■ Dataset entries ■
▼
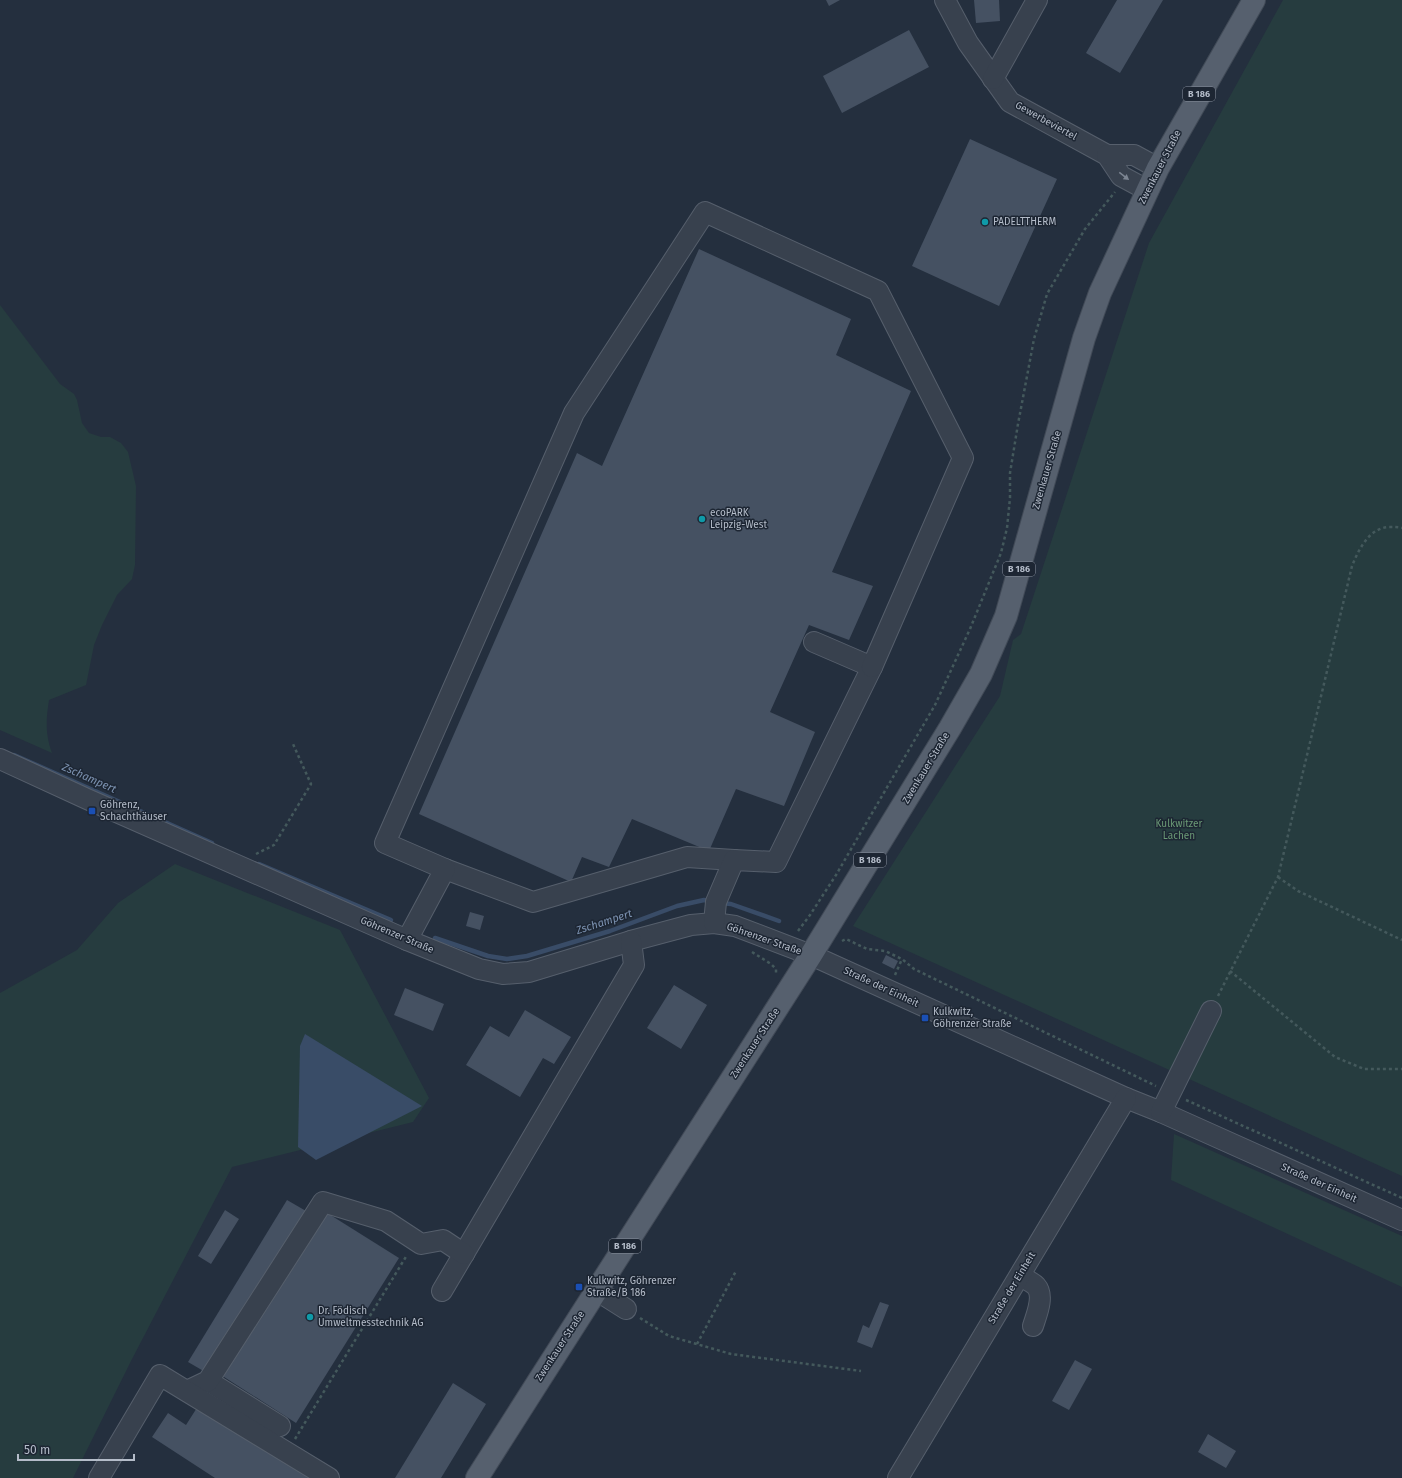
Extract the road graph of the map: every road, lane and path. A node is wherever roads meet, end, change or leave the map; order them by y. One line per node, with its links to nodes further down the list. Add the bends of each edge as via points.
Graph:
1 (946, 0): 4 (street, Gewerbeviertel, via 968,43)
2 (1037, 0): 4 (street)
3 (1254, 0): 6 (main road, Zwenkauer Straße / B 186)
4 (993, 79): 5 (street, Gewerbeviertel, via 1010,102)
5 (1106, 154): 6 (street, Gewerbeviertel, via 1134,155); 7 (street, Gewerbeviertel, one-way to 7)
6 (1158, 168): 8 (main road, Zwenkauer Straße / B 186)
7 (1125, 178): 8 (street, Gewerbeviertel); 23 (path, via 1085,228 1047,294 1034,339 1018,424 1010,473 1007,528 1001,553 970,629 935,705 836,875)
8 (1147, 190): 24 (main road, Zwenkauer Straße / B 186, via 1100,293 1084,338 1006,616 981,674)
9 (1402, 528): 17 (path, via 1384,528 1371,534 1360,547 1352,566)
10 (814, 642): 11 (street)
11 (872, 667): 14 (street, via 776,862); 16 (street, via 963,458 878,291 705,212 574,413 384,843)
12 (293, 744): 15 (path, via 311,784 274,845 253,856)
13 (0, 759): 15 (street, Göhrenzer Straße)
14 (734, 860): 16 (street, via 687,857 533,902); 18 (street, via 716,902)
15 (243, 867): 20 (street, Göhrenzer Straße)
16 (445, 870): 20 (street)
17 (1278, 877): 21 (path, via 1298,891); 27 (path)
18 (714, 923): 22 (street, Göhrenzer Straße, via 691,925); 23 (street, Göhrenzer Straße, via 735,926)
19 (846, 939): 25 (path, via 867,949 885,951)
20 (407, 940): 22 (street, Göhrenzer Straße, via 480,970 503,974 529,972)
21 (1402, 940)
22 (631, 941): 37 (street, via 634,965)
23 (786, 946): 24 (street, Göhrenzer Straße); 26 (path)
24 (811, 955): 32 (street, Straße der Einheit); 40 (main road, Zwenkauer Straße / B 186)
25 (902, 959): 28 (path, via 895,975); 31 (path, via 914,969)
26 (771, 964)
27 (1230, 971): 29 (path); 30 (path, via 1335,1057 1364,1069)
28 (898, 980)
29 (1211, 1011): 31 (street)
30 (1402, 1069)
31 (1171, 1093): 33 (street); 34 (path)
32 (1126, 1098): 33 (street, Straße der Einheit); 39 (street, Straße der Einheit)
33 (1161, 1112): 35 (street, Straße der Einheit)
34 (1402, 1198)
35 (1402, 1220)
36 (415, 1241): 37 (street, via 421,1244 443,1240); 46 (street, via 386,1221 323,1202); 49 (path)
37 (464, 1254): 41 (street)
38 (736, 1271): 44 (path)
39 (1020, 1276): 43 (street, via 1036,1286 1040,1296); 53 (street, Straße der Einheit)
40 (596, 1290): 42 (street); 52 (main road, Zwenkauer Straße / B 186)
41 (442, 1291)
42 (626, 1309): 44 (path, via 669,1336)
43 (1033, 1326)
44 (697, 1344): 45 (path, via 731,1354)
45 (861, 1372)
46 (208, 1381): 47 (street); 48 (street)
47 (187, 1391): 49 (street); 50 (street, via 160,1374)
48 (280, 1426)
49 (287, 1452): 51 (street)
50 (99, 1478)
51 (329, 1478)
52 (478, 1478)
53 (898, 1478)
▲
■ Assigned task ■
Within the data above, find the lines that contain the word "Zwenkauer" and copy each of them.

■ Response box ■
3 (1254, 0): 6 (main road, Zwenkauer Straße / B 186)
6 (1158, 168): 8 (main road, Zwenkauer Straße / B 186)
8 (1147, 190): 24 (main road, Zwenkauer Straße / B 186, via 1100,293 1084,338 1006,616 981,674)
24 (811, 955): 32 (street, Straße der Einheit); 40 (main road, Zwenkauer Straße / B 186)
40 (596, 1290): 42 (street); 52 (main road, Zwenkauer Straße / B 186)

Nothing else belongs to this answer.